When it comes to the most important skills required to be a passenger service representative, we found that a lot of resumes listed 48.5% of passenger service representatives included passenger service, while 11.5% of resumes included bag tags, and 4.1% of resumes included customer service. Hard skills like these are helpful to have when it comes to performing essential job responsibilities.
If you're interested in becoming a passenger service representative, one of the first things to consider is how much education you need. We've determined that 40.0% of passenger service representatives have a bachelor's degree. In terms of higher education levels, we found that 4.1% of passenger service representatives have master's degrees. Even though some passenger service representatives have a college degree, it's possible to become one with only a high school degree or GED.

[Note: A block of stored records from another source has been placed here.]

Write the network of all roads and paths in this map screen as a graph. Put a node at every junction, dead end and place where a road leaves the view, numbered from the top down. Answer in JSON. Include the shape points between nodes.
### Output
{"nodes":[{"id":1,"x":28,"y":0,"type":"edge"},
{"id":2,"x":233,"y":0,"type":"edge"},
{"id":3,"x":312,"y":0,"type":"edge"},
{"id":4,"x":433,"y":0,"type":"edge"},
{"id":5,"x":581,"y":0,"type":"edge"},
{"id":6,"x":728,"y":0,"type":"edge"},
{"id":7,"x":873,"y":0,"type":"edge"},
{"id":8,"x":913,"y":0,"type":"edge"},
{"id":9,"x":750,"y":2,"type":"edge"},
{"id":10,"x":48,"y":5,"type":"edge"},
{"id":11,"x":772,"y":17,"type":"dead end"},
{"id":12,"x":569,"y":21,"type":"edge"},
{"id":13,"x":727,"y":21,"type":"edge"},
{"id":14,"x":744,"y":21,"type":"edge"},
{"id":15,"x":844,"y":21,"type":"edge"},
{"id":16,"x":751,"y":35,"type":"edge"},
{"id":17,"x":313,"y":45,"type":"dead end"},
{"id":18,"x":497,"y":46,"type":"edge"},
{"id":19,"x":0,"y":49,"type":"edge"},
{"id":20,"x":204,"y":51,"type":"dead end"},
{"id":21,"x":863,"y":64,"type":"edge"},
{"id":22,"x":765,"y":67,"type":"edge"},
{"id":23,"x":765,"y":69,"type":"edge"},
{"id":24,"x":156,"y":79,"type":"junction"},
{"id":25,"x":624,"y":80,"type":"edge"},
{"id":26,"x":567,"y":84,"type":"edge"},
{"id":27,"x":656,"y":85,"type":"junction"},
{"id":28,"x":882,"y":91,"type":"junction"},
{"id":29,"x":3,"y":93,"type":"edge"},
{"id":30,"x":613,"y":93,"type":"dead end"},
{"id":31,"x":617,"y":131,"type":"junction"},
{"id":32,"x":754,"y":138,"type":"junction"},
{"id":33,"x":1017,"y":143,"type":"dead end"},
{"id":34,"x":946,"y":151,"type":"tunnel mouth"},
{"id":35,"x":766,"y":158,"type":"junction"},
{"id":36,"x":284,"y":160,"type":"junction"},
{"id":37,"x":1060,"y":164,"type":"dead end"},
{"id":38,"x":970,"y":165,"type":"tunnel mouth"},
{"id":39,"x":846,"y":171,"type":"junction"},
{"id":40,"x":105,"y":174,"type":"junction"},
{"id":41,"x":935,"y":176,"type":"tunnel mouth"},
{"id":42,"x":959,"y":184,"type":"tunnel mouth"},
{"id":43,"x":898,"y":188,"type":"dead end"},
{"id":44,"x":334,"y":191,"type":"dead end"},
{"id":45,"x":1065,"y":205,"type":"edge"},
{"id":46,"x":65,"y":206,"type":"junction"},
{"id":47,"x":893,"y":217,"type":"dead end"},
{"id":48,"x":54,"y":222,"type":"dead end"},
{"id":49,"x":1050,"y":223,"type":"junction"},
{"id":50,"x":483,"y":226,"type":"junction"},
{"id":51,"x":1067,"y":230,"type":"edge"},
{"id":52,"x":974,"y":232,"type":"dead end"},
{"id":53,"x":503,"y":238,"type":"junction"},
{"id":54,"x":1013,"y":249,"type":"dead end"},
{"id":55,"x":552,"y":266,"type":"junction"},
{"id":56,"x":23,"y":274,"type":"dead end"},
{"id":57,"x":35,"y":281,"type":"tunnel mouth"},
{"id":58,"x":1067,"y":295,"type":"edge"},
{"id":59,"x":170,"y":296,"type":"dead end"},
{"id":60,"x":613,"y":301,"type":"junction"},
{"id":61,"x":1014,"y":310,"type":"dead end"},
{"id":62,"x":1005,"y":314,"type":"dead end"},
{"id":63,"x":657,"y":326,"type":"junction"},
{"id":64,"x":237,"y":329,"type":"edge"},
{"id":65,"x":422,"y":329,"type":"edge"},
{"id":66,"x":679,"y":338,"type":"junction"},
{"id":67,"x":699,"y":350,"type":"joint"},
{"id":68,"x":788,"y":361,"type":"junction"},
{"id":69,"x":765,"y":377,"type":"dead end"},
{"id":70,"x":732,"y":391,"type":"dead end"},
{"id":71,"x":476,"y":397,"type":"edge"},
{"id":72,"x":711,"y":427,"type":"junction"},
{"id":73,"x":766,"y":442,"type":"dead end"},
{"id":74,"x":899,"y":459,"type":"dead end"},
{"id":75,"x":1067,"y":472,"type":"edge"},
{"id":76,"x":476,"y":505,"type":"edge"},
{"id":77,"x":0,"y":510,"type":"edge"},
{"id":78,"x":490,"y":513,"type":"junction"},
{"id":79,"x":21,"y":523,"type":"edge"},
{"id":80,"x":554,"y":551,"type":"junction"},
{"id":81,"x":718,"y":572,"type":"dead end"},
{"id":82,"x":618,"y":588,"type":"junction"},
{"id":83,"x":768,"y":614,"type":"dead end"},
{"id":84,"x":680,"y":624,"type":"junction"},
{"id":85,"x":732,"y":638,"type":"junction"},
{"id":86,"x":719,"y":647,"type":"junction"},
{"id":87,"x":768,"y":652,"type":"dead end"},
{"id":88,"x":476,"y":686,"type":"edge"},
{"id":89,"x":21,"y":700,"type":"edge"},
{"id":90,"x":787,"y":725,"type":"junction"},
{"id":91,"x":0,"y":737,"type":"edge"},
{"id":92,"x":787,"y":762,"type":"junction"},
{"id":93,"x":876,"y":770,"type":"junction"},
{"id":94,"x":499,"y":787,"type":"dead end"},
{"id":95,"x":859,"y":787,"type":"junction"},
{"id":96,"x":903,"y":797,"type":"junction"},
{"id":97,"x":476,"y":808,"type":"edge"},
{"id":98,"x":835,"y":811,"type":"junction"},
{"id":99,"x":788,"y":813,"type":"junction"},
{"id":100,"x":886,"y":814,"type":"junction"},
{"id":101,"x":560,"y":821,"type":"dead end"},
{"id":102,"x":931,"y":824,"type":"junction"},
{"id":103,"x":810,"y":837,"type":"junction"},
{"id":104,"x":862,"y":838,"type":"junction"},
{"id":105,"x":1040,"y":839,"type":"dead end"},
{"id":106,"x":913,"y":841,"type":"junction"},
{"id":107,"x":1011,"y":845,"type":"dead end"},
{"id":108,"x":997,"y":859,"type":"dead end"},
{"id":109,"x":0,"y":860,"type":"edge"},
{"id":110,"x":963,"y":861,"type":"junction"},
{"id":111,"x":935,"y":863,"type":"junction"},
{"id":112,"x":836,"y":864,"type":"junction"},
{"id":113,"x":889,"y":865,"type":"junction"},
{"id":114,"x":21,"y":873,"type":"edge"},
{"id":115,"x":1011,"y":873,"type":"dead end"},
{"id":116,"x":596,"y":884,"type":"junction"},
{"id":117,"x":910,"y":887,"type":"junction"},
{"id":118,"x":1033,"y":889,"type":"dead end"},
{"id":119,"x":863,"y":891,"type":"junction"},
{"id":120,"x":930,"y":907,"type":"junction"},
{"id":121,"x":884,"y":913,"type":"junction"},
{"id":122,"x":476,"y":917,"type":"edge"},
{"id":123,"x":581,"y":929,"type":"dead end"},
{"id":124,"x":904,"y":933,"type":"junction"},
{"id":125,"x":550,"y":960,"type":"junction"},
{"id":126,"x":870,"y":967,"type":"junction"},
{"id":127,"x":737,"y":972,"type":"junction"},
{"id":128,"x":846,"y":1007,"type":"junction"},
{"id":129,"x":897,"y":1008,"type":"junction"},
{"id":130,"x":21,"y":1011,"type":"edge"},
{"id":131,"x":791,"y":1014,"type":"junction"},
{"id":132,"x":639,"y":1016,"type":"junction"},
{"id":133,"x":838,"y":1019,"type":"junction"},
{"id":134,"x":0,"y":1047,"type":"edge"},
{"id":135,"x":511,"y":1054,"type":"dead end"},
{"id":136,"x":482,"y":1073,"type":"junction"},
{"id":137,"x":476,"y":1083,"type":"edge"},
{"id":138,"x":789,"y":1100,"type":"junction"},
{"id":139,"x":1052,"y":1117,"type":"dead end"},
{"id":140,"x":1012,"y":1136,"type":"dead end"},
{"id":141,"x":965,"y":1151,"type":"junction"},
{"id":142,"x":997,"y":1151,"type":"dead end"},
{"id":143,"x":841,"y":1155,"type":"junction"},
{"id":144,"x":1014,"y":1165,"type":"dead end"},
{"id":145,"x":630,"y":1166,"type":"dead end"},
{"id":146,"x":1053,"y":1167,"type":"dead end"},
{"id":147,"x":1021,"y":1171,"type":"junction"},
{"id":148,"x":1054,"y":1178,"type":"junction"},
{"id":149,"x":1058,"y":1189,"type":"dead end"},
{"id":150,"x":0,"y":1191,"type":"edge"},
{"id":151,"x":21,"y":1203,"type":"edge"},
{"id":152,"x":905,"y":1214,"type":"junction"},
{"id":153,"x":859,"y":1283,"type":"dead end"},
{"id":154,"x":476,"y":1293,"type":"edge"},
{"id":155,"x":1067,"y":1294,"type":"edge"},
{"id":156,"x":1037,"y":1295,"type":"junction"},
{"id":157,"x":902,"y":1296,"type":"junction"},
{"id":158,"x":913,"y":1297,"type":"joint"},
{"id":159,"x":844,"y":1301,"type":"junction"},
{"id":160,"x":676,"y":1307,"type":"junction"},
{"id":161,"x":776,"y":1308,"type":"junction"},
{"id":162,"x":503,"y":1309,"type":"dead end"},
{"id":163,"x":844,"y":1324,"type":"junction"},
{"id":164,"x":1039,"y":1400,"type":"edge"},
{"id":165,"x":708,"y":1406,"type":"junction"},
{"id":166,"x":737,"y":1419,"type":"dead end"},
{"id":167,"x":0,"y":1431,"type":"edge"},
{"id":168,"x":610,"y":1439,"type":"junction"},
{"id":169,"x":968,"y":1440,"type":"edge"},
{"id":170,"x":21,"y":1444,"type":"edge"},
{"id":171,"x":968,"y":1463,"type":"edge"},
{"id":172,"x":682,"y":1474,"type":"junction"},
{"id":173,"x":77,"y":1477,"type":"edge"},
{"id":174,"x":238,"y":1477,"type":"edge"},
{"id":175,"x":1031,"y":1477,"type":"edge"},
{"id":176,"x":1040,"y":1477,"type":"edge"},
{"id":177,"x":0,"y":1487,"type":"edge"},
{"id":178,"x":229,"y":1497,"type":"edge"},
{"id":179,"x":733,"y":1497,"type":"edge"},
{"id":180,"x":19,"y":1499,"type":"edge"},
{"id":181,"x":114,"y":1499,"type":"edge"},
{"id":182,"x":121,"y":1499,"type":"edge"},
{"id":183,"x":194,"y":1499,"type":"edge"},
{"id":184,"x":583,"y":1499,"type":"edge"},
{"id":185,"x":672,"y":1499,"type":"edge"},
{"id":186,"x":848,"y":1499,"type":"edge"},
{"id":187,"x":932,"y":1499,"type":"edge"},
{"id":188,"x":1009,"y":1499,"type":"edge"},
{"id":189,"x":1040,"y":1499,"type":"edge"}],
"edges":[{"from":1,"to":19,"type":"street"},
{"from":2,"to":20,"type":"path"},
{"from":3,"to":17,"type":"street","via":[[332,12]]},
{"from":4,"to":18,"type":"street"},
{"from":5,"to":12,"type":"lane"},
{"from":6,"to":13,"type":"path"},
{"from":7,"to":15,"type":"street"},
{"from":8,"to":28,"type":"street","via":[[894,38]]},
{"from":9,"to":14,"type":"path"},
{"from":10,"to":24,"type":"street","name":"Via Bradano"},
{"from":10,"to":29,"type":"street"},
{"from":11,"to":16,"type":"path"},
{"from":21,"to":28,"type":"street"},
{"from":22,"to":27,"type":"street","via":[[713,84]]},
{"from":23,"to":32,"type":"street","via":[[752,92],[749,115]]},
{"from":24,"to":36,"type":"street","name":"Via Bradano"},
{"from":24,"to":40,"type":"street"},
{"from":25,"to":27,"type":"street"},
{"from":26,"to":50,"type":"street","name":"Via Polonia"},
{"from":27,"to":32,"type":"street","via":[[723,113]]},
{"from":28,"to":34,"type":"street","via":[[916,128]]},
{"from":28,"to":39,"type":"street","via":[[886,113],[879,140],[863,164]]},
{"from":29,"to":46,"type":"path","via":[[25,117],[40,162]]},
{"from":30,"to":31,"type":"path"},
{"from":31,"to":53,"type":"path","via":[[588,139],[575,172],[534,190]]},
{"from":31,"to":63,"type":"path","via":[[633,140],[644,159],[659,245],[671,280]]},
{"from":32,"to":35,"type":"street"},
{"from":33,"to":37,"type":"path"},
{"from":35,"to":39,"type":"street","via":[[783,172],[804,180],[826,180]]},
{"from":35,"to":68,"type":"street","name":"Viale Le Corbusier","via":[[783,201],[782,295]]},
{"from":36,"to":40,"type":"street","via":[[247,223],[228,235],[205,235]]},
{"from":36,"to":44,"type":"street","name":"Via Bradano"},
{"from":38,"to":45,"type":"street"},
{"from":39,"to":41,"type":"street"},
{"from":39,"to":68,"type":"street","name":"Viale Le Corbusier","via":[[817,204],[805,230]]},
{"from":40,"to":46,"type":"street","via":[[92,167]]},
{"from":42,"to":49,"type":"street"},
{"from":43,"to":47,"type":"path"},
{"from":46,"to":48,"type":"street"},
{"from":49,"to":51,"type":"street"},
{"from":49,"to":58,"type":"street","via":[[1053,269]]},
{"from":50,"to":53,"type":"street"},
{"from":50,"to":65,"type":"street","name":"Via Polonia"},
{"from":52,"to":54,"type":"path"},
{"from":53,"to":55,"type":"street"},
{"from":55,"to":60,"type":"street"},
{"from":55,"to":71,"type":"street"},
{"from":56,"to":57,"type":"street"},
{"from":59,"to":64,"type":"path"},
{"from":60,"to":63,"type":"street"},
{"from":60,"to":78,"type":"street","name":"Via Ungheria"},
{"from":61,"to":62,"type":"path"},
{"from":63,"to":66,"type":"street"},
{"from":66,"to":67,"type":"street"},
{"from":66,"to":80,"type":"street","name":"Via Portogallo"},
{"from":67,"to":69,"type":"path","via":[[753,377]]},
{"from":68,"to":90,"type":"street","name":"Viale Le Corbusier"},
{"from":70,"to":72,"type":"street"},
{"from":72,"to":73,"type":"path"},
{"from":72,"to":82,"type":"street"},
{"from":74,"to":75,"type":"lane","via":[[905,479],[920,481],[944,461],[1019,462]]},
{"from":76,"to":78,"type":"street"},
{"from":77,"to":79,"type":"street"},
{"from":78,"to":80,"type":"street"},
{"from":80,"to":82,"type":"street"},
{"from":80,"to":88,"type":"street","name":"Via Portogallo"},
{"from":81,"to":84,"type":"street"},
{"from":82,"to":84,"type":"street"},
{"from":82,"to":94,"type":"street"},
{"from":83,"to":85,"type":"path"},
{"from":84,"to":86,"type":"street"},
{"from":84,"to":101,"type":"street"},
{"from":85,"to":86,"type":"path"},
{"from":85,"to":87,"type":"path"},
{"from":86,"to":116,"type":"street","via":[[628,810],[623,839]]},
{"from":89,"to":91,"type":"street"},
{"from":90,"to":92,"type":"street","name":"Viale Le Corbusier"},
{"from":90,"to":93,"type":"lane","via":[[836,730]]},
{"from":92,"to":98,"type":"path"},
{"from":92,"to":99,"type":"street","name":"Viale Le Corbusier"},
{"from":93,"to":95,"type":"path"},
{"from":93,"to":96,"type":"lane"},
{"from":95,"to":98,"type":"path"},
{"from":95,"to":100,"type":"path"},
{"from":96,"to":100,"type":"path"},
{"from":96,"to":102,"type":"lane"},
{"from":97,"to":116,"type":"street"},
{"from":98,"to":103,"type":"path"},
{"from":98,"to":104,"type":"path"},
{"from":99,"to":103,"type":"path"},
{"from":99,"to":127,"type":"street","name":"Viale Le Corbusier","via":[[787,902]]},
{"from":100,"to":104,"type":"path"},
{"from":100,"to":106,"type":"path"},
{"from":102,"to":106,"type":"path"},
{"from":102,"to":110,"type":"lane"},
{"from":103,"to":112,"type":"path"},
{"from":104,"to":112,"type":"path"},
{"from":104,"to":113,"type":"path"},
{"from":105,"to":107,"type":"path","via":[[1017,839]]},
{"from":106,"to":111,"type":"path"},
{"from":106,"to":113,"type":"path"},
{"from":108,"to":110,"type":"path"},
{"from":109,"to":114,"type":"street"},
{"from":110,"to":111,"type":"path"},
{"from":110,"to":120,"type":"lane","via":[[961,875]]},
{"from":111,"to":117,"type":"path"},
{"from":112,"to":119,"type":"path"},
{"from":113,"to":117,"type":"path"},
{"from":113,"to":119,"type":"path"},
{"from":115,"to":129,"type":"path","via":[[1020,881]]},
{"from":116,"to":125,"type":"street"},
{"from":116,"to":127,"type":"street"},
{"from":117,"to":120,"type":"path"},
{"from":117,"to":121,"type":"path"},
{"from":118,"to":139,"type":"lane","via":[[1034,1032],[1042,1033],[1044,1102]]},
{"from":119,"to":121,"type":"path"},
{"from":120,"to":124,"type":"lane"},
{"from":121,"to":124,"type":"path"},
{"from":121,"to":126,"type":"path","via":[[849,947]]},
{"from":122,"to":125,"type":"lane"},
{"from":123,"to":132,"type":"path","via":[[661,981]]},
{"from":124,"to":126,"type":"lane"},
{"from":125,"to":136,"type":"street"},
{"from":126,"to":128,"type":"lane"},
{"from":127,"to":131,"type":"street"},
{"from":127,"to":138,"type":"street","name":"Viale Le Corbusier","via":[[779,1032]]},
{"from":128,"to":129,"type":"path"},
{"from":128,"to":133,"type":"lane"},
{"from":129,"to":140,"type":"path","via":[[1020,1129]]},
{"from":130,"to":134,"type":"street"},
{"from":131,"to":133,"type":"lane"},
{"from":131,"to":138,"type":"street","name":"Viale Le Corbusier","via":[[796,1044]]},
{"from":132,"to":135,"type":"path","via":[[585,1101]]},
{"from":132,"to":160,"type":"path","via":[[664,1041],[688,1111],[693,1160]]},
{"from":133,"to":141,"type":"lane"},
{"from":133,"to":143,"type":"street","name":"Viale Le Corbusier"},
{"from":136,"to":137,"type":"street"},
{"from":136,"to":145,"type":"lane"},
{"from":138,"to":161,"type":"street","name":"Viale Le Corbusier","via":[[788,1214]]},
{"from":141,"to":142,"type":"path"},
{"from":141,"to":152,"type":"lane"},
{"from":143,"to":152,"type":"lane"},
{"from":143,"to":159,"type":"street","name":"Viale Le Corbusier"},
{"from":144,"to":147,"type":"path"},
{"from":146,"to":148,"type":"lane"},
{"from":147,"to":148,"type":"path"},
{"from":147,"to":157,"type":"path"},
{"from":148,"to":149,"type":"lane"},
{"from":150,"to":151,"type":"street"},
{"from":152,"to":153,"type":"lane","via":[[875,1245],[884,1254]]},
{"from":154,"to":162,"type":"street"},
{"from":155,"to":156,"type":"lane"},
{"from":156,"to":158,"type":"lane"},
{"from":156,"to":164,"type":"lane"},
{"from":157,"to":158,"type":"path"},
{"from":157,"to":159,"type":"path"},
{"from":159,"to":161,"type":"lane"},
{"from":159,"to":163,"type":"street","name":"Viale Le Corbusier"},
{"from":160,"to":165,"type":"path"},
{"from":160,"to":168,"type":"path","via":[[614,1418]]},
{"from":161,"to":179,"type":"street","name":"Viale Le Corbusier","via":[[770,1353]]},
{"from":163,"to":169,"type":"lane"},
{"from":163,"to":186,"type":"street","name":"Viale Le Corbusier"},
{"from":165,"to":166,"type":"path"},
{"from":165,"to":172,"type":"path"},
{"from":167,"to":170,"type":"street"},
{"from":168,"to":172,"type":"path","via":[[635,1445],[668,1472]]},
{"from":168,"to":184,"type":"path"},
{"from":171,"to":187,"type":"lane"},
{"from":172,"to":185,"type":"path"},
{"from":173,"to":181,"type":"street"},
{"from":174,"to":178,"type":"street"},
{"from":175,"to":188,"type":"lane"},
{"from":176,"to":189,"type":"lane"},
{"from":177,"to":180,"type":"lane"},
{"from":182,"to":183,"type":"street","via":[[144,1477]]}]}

Choosing the right major is always an important step when researching how to become a passenger service representative. When we researched the most common majors for a passenger service representative, we found that they most commonly earn bachelor's degree degrees or high school diploma degrees. Other degrees that we often see on passenger service representative resumes include associate degree degrees or master's degree degrees.
You may find that experience in other jobs will help you become a passenger service representative. In fact, many passenger service representative jobs require experience in a role such as customer service representative. Meanwhile, many passenger service representatives also have previous career experience in roles such as sales associate or cashier.
Tell us your goals and we'll match you with the right jobs to get there.
As you move along in your career, you may start taking on more responsibilities or notice that you've taken on a leadership role. Using our career map, a passenger service representative can determine their career goals through the career progression. For example, they could start out with a role such as security officer, progress to a title such as technician and then eventually end up with the title office manager.
|Top Careers Before Passenger Service Representative|
Sales Associate13.0 %
|Top Careers After Passenger Service Representative|
Tell us your goals and we'll match you with the rights job to get there.
Hispanic or Latino24.4 %
Black or African American10.3 %
|Foreign Languages Spoken|
Community College of the Air Force12.8 %
New York University6.4 %
College of Southern Nevada6.4 %
Everest Institute6.4 %
Hospitality Management9.7 %
Health Care Administration5.2 %
High School Diploma25.7 %
The skills section on your resume can be almost as important as the experience section, so you want it to be an accurate portrayal of what you can do. Luckily, we've found all of the skills you'll need so even if you don't have these skills yet, you know what you need to work on. Out of all the resumes we looked through, 48.5% of passenger service representatives listed passenger service on their resume, but soft skills such as integrity and computer skills are important as well.